What is expected
In the listing below, count each line that contains "edges". The reply is that count and nothing else.

Dataset excerpts
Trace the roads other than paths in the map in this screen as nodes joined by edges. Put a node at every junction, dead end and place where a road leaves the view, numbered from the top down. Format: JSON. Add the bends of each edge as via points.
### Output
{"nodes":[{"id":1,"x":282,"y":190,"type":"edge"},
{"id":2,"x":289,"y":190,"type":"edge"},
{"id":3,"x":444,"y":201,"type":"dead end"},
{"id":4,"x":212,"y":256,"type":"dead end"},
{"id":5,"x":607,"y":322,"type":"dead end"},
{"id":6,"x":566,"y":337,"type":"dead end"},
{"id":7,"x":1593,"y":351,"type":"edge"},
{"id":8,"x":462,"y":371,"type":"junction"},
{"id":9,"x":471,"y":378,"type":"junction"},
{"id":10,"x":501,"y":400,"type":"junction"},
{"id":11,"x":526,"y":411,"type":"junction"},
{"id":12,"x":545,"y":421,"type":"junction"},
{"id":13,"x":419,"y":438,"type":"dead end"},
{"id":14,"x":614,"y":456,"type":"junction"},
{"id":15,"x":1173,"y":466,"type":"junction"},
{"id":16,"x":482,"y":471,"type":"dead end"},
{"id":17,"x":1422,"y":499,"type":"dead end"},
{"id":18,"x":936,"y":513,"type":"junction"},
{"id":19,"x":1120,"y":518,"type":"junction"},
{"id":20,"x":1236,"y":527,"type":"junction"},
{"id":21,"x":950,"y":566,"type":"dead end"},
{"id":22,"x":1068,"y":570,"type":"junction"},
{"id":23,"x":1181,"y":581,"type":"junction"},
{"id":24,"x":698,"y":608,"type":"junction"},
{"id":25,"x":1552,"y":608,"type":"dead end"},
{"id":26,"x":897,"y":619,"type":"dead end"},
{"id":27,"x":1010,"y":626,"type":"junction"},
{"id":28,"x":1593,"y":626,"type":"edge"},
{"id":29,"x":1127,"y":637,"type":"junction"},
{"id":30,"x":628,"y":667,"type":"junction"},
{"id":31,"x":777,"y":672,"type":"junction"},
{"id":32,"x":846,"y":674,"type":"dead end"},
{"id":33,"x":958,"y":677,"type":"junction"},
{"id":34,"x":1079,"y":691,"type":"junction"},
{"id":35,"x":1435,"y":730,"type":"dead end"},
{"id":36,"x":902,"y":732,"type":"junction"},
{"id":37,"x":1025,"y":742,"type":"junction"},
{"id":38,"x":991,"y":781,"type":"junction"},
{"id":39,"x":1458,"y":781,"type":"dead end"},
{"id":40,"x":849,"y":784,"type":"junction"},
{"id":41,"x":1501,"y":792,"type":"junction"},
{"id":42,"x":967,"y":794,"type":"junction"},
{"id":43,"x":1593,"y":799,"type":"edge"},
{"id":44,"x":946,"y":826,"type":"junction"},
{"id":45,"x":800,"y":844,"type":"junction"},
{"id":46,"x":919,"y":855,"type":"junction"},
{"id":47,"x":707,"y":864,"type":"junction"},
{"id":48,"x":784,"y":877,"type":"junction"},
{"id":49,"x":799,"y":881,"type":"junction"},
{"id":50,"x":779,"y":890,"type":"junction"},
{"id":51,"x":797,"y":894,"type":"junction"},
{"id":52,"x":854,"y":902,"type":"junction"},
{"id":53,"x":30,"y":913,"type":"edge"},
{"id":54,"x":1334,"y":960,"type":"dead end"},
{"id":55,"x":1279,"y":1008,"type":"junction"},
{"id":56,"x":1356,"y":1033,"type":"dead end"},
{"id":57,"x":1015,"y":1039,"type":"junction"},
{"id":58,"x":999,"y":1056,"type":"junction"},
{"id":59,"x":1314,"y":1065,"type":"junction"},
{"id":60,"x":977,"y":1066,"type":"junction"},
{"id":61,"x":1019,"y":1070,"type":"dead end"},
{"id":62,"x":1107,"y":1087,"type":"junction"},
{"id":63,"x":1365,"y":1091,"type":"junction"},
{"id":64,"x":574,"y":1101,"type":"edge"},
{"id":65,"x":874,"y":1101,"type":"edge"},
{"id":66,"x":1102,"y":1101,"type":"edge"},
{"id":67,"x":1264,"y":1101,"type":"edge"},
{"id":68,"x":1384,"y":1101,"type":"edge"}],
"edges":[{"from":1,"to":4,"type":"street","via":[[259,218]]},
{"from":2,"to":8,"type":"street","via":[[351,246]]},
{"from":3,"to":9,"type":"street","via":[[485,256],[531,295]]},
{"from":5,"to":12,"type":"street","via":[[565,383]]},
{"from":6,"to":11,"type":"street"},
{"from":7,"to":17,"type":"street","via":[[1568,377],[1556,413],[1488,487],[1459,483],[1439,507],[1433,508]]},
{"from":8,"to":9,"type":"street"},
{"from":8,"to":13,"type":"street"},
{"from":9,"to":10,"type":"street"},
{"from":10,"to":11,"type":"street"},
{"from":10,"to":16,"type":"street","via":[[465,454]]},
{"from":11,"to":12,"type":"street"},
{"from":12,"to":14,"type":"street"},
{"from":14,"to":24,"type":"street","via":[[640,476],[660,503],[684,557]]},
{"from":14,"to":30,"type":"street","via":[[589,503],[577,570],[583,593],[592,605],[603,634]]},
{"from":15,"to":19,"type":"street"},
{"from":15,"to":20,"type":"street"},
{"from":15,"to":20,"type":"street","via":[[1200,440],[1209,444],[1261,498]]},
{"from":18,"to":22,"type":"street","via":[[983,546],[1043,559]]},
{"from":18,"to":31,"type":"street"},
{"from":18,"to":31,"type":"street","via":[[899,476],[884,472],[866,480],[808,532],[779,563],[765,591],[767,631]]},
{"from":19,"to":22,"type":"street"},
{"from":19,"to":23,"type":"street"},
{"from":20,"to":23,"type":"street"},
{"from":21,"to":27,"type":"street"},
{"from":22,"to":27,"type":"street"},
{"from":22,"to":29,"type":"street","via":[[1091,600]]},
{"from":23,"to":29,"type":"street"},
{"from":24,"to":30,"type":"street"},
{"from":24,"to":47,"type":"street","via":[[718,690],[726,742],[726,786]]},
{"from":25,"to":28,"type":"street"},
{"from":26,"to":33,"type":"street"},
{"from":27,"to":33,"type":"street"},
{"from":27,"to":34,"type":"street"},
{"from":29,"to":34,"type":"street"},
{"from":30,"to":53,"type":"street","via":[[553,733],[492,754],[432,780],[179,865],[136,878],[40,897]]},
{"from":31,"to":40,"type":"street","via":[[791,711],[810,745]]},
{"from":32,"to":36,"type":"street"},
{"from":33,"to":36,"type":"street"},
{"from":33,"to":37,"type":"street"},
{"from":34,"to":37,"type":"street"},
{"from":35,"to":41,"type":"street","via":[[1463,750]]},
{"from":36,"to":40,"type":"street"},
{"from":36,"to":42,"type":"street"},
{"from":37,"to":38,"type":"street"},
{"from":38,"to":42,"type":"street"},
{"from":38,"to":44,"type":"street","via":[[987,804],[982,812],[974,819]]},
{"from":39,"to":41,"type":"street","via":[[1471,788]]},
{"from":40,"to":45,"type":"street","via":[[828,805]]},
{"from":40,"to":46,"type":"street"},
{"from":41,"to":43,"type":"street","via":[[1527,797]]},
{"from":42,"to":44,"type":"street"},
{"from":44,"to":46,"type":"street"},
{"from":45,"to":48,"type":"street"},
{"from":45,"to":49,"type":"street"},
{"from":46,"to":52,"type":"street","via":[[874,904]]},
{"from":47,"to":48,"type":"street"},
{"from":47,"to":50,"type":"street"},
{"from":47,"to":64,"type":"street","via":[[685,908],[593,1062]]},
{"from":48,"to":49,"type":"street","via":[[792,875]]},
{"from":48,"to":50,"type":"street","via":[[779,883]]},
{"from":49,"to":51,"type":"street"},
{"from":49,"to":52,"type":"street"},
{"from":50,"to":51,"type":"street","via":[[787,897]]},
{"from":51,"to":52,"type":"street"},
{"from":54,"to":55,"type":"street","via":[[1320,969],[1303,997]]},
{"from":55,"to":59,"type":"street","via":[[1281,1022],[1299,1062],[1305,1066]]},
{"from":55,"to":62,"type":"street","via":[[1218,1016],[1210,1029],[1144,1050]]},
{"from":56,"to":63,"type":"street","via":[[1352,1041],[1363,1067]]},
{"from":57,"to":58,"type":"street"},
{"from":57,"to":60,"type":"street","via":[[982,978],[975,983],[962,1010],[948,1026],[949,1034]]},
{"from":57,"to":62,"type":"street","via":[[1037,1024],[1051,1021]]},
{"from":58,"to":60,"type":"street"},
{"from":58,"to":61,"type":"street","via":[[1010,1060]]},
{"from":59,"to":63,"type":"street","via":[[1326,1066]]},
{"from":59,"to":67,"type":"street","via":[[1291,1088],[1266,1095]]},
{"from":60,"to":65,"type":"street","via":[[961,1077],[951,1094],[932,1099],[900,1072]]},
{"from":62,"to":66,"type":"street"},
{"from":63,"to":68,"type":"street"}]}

Answer box
2